ECLI:NL:HR:2024:549

Hoge Raad

Datum uitspraak
9 april 2024
Publicatiedatum
5 april 2024
Zaaknummer
21/01835
Instantie
Hoge Raad
Type
Uitspraak
Rechtsgebied
Strafrecht
Procedures
  • Cassatie
Vindplaatsen
  • Rechtspraak.nl
AI samenvatting door LexboostAutomatisch gegenereerd

Cassatie over medeplegen woninginbraak met ontvreemde goederen en bewijsvoering

In deze zaak heeft de Hoge Raad op 9 april 2024 uitspraak gedaan in een cassatieprocedure tegen een arrest van het gerechtshof Den Haag. De verdachte was betrokken bij een woninginbraak waarbij onder andere reservesleutels van waardevolle auto’s waren gestolen. In eerste aanleg was de verdachte vrijgesproken, maar het hof had in hoger beroep geoordeeld dat er voldoende bewijs was voor medeplegen van de inbraak. De Hoge Raad heeft de cassatiemiddelen van de verdachte beoordeeld, die onder andere stelden dat het hof niet voldoende had gemotiveerd waarom het was afgeweken van het standpunt van de verdediging over het ontbreken van bewijs voor de betrokkenheid van de verdachte. De advocaat-generaal had geconcludeerd tot vernietiging van de bestreden uitspraak, maar alleen wat betreft de duur van de opgelegde gevangenisstraf. De Hoge Raad oordeelde dat de cassatiemiddelen niet tot cassatie leidden, maar constateerde wel dat de redelijke termijn voor de behandeling van het cassatieberoep was overschreden. Dit leidde tot een vermindering van de opgelegde gevangenisstraf van vijf maanden naar vier maanden en twee weken. De Hoge Raad heeft de uitspraak van het hof vernietigd, maar alleen wat betreft de duur van de gevangenisstraf, en het beroep voor het overige verworpen.

Uitspraak

HOGE RAAD DER NEDERLANDEN
STRAFKAMER
Nummer21/01835
Datum9 april 2024
ARREST
op het beroep in cassatie tegen een arrest van het gerechtshof Den Haag van 15 april 2021, nummer 22-001510-18, in de strafzaak
tegen
[verdachte] ,
geboren te [geboorteplaats] op [geboortedatum] 1994,
hierna: de verdachte.

1.Procesverloop in cassatie

Het beroep is ingesteld door de verdachte. Namens deze heeft R.W. Koevoets, advocaat te Hoek, bij schriftuur cassatiemiddelen voorgesteld. De schriftuur is aan dit arrest gehecht en maakt daarvan deel uit.
De advocaat-generaal E.J. Hofstee heeft geconcludeerd tot vernietiging van de bestreden uitspraak, maar uitsluitend wat betreft de duur van de opgelegde gevangenisstraf, tot vermindering daarvan aan de hand van de gebruikelijke maatstaf en tot verwerping van het beroep voor het overige.

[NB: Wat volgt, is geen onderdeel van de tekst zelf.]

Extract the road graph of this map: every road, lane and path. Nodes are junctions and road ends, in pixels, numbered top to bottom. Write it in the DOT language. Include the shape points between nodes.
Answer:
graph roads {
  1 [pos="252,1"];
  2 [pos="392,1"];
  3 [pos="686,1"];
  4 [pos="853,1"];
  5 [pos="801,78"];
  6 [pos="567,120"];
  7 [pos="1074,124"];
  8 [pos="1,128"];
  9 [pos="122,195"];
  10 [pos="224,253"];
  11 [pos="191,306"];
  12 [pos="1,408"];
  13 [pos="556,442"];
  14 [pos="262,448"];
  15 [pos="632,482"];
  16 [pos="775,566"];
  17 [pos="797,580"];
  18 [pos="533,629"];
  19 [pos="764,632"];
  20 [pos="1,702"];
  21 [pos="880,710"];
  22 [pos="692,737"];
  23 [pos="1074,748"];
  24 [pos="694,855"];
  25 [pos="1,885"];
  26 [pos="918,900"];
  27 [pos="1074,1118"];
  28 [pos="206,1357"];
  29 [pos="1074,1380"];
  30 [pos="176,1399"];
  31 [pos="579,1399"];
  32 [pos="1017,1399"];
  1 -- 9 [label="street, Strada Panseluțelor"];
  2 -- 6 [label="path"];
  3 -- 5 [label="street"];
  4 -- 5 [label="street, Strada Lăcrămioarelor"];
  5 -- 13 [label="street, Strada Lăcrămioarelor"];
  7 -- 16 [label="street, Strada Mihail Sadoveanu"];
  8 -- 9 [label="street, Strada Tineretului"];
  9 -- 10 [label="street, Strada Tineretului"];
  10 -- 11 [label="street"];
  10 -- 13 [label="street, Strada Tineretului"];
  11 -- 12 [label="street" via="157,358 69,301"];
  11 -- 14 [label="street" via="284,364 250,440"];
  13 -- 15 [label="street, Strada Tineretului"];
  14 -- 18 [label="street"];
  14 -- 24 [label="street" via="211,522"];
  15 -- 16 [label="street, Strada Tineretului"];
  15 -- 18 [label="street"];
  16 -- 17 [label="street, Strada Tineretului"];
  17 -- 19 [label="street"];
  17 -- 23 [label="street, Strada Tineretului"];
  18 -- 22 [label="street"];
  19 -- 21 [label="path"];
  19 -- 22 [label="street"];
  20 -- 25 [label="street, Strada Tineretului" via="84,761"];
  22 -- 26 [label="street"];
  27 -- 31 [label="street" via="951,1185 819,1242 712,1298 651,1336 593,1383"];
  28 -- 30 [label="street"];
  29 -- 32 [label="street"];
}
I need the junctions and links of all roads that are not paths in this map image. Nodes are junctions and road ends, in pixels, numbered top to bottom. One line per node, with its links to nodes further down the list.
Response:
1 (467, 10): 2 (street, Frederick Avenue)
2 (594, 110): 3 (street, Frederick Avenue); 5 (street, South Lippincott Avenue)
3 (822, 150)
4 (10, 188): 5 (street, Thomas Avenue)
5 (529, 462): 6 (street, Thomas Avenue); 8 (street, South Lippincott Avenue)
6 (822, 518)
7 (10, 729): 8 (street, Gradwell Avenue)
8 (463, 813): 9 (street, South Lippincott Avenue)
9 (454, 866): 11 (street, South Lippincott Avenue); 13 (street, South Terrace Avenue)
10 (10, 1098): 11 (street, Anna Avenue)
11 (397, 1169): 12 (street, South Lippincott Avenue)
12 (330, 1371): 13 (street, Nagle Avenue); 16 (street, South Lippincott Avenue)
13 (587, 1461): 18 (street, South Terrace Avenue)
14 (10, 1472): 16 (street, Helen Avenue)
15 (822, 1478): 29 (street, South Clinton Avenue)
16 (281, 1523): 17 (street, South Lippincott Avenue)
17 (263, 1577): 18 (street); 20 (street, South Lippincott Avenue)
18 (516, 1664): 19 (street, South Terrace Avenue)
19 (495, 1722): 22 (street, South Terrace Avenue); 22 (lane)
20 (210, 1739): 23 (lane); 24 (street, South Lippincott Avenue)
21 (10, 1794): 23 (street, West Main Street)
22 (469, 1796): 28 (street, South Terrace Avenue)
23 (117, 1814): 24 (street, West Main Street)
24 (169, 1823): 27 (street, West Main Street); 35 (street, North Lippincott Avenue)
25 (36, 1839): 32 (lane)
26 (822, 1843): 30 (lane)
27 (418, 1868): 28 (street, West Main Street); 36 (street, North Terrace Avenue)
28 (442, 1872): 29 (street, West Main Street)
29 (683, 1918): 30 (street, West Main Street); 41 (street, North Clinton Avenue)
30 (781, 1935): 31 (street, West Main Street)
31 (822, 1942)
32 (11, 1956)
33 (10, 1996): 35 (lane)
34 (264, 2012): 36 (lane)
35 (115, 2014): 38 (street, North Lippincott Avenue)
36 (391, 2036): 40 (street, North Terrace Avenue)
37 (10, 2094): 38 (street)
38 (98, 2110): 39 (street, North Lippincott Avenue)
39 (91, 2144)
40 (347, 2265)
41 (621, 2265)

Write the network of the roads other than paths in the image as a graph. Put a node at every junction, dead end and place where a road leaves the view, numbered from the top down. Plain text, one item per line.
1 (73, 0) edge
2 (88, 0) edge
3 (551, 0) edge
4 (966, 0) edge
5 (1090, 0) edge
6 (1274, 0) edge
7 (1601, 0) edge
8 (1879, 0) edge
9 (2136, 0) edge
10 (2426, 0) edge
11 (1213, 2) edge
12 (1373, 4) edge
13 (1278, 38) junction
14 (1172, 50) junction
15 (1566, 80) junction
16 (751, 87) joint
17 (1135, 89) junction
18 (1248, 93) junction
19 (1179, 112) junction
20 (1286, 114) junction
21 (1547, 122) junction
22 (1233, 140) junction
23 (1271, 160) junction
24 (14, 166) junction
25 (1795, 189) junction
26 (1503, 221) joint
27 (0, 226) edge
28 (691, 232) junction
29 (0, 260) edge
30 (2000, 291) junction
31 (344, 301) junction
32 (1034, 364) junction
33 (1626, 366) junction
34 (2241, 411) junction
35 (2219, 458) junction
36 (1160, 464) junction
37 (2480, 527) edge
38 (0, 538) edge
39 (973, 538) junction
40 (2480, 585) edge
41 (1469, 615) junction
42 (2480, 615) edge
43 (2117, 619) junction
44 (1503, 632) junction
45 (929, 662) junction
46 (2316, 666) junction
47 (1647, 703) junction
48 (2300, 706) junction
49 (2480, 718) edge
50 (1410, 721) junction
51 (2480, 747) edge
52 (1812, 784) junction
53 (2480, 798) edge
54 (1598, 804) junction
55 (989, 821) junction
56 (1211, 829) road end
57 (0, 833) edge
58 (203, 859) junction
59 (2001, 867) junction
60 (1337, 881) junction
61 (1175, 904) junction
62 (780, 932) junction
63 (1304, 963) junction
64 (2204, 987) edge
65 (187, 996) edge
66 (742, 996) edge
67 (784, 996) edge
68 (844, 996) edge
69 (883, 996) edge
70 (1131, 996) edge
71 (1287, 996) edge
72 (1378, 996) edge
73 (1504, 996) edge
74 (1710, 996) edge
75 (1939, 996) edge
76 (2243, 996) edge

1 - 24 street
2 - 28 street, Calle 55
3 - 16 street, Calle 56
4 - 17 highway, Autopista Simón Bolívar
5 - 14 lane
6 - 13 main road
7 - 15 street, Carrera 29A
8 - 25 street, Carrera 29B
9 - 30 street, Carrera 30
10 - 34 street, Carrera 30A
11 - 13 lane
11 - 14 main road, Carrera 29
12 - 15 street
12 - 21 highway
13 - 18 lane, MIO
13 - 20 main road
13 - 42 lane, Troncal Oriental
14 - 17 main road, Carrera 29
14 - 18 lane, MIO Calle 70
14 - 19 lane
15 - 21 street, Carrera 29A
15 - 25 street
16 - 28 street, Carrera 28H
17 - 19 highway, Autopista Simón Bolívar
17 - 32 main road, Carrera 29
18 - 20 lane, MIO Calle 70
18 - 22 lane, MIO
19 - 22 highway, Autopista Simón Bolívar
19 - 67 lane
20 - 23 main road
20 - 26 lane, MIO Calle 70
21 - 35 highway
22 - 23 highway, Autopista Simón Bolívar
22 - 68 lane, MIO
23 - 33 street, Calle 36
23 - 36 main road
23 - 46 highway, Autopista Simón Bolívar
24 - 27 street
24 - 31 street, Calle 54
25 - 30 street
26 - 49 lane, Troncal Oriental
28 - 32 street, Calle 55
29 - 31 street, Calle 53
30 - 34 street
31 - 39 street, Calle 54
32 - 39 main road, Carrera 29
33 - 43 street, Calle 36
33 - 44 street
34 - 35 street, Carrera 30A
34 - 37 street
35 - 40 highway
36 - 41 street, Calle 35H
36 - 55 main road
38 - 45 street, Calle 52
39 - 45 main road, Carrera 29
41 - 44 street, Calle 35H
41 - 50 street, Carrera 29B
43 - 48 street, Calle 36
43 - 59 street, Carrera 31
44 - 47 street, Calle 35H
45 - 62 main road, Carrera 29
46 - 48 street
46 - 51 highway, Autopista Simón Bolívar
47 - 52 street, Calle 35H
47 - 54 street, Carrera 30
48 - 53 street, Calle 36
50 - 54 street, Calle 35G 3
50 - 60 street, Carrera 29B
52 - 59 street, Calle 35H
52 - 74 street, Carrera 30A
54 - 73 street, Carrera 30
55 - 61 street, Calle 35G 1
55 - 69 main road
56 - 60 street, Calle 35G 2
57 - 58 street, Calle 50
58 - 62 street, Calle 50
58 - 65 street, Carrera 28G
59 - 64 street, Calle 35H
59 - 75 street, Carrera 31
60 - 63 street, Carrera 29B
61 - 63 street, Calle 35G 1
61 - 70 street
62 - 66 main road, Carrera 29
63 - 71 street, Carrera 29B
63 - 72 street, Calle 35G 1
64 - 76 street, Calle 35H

2.Beoordeling van het eerste en het tweede cassatiemiddel

2.1
Het eerste cassatiemiddel klaagt dat het hof in strijd met artikel 359 lid 2, tweede volzin, van het Wetboek van Strafvordering niet in het bijzonder de redenen heeft opgegeven waarom het is afgeweken van een door de verdediging naar voren gebracht uitdrukkelijk onderbouwd standpunt over het ontbreken van bewijs voor de betrokkenheid van de verdachte bij de bewezenverklaarde inbraak. Het tweede cassatiemiddel klaagt dat het bewezenverklaarde medeplegen niet uit de bewijsvoering kan worden afgeleid. De cassatiemiddelen lenen zich voor gezamenlijke bespreking.
2.2
De cassatiemiddelen leiden niet tot cassatie. De redenen daarvoor staan vermeld in de conclusie van de advocaat-generaal.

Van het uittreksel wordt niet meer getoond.